MATERIAL FOR THIS EXERCISE —
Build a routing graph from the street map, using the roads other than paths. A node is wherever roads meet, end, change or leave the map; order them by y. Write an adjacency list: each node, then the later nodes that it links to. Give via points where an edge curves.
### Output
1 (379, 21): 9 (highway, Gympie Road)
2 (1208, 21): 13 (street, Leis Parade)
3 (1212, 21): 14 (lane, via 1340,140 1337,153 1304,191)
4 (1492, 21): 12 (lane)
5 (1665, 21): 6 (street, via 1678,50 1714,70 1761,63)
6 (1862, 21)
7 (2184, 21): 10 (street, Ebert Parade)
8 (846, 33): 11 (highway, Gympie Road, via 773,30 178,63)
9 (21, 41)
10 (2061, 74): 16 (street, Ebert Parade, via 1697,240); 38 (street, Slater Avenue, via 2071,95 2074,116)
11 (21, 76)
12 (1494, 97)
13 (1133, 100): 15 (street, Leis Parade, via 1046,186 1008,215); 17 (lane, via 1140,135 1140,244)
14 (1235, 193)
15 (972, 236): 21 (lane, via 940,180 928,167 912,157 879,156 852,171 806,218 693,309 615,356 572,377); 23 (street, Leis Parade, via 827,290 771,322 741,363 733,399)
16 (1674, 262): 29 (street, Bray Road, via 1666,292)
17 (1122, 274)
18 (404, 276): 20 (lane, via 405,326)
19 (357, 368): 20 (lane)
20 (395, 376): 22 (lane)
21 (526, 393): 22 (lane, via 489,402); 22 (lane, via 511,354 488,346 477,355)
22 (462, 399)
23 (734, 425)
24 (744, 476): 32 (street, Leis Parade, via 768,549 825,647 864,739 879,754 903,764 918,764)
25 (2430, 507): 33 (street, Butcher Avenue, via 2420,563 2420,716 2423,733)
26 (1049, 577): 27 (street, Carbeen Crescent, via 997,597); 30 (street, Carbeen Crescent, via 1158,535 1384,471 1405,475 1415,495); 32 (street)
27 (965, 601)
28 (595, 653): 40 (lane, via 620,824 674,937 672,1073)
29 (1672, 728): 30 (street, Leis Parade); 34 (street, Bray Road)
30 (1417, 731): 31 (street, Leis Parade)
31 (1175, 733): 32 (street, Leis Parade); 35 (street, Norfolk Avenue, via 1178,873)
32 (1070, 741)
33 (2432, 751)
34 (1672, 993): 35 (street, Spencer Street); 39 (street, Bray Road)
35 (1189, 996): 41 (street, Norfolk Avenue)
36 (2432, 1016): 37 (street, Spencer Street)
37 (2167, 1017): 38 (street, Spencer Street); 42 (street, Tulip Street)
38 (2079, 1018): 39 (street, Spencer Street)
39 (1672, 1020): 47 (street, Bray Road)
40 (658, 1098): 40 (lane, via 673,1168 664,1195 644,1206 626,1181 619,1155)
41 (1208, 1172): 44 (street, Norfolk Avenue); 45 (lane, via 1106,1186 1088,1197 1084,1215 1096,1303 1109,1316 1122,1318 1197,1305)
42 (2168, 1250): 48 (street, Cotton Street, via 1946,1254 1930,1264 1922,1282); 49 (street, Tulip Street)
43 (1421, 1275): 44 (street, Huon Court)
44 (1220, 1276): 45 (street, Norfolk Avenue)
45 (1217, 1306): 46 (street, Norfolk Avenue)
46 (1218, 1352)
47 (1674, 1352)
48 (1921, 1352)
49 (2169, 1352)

WHAT THE TASK REQUIRES — Write down the full listing again, exactly.

EXERCISE RESPONSE —
Build a routing graph from the street map, using the roads other than paths. A node is wherever roads meet, end, change or leave the map; order them by y. Write an adjacency list: each node, then the later nodes that it links to. Give via points where an edge curves.
### Output
1 (379, 21): 9 (highway, Gympie Road)
2 (1208, 21): 13 (street, Leis Parade)
3 (1212, 21): 14 (lane, via 1340,140 1337,153 1304,191)
4 (1492, 21): 12 (lane)
5 (1665, 21): 6 (street, via 1678,50 1714,70 1761,63)
6 (1862, 21)
7 (2184, 21): 10 (street, Ebert Parade)
8 (846, 33): 11 (highway, Gympie Road, via 773,30 178,63)
9 (21, 41)
10 (2061, 74): 16 (street, Ebert Parade, via 1697,240); 38 (street, Slater Avenue, via 2071,95 2074,116)
11 (21, 76)
12 (1494, 97)
13 (1133, 100): 15 (street, Leis Parade, via 1046,186 1008,215); 17 (lane, via 1140,135 1140,244)
14 (1235, 193)
15 (972, 236): 21 (lane, via 940,180 928,167 912,157 879,156 852,171 806,218 693,309 615,356 572,377); 23 (street, Leis Parade, via 827,290 771,322 741,363 733,399)
16 (1674, 262): 29 (street, Bray Road, via 1666,292)
17 (1122, 274)
18 (404, 276): 20 (lane, via 405,326)
19 (357, 368): 20 (lane)
20 (395, 376): 22 (lane)
21 (526, 393): 22 (lane, via 489,402); 22 (lane, via 511,354 488,346 477,355)
22 (462, 399)
23 (734, 425)
24 (744, 476): 32 (street, Leis Parade, via 768,549 825,647 864,739 879,754 903,764 918,764)
25 (2430, 507): 33 (street, Butcher Avenue, via 2420,563 2420,716 2423,733)
26 (1049, 577): 27 (street, Carbeen Crescent, via 997,597); 30 (street, Carbeen Crescent, via 1158,535 1384,471 1405,475 1415,495); 32 (street)
27 (965, 601)
28 (595, 653): 40 (lane, via 620,824 674,937 672,1073)
29 (1672, 728): 30 (street, Leis Parade); 34 (street, Bray Road)
30 (1417, 731): 31 (street, Leis Parade)
31 (1175, 733): 32 (street, Leis Parade); 35 (street, Norfolk Avenue, via 1178,873)
32 (1070, 741)
33 (2432, 751)
34 (1672, 993): 35 (street, Spencer Street); 39 (street, Bray Road)
35 (1189, 996): 41 (street, Norfolk Avenue)
36 (2432, 1016): 37 (street, Spencer Street)
37 (2167, 1017): 38 (street, Spencer Street); 42 (street, Tulip Street)
38 (2079, 1018): 39 (street, Spencer Street)
39 (1672, 1020): 47 (street, Bray Road)
40 (658, 1098): 40 (lane, via 673,1168 664,1195 644,1206 626,1181 619,1155)
41 (1208, 1172): 44 (street, Norfolk Avenue); 45 (lane, via 1106,1186 1088,1197 1084,1215 1096,1303 1109,1316 1122,1318 1197,1305)
42 (2168, 1250): 48 (street, Cotton Street, via 1946,1254 1930,1264 1922,1282); 49 (street, Tulip Street)
43 (1421, 1275): 44 (street, Huon Court)
44 (1220, 1276): 45 (street, Norfolk Avenue)
45 (1217, 1306): 46 (street, Norfolk Avenue)
46 (1218, 1352)
47 (1674, 1352)
48 (1921, 1352)
49 (2169, 1352)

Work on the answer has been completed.